ABOUT THIS TASK: What is the number of lines below that hold "Beechwood"? Answer with that number only.

(Dataset entries)
-- Opening Marker --

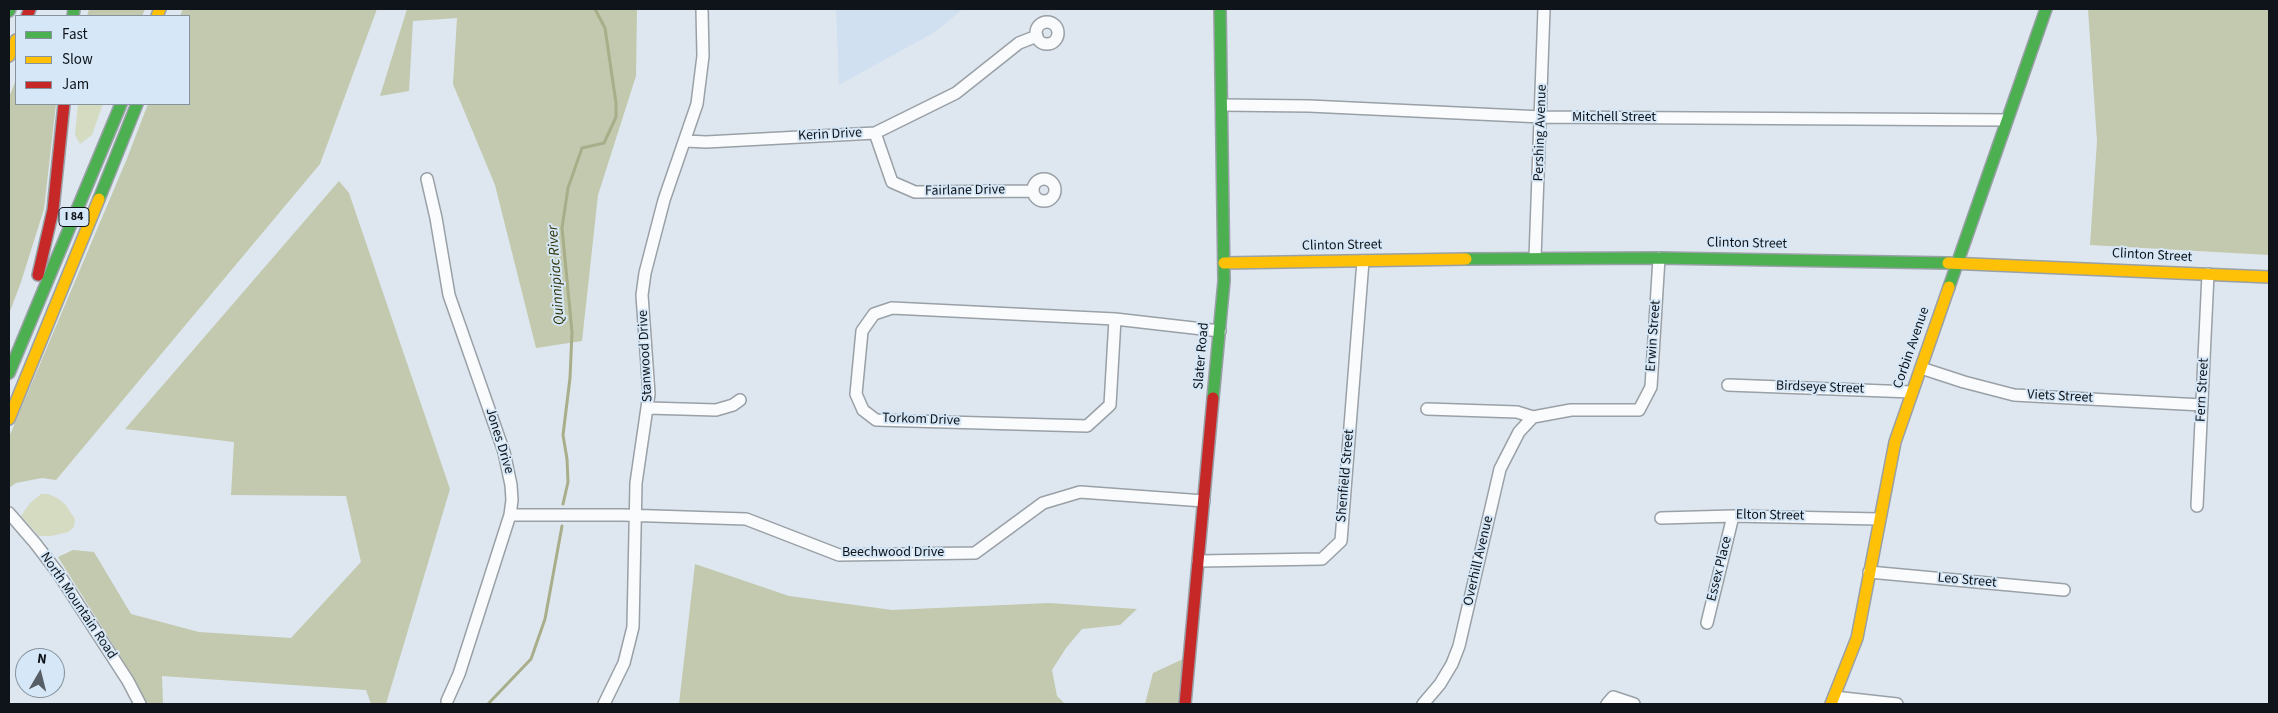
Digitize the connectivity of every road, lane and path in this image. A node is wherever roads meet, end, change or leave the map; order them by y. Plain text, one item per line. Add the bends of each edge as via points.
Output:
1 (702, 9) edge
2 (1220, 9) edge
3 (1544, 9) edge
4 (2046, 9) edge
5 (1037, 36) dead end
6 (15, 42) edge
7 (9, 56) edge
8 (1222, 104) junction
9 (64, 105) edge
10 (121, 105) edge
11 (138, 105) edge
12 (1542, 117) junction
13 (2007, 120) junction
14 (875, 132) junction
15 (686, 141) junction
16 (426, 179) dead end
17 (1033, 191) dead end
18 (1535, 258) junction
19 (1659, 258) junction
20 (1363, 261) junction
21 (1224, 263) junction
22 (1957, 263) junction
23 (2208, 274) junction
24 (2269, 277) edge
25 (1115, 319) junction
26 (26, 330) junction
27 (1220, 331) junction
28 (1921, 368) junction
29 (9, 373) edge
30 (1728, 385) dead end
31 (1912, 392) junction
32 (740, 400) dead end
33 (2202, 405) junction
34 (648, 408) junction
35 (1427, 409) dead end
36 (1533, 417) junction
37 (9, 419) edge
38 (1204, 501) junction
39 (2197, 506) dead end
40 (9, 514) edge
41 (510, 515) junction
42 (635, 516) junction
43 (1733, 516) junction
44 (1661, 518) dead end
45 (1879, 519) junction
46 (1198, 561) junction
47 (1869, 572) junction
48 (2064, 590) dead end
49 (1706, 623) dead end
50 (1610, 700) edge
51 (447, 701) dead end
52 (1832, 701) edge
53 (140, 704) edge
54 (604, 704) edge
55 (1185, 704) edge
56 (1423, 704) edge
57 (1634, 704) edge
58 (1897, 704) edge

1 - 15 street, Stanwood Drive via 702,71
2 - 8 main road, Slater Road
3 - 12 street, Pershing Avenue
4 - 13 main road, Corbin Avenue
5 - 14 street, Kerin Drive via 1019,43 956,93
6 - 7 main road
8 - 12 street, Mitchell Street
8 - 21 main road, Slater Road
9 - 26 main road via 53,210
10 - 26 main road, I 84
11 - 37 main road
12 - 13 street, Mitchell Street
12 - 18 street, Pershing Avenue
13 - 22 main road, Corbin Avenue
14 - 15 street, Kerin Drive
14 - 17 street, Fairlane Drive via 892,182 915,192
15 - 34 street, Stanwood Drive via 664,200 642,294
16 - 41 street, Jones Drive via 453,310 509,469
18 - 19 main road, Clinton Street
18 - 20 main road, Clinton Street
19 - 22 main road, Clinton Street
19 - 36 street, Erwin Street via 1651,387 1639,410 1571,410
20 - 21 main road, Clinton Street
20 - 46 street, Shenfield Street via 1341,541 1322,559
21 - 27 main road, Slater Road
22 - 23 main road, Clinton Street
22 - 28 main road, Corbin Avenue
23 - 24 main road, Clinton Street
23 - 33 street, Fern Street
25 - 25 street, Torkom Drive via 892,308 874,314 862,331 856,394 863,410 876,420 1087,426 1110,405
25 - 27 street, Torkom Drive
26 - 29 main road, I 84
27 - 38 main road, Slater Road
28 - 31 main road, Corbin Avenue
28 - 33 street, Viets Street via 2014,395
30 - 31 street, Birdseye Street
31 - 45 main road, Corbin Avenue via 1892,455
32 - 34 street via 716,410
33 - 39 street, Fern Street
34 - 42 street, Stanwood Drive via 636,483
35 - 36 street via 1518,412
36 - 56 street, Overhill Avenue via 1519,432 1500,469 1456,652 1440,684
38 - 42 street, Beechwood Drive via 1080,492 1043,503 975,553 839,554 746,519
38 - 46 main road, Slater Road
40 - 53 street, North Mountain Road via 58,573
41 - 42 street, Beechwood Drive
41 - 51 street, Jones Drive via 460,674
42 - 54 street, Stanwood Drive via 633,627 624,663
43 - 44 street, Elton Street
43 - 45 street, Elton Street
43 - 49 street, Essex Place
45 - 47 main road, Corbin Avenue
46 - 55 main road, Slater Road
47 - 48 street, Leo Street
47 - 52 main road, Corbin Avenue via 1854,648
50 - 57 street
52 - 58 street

-- Closing Marker --

EXERCISE RESULT: 2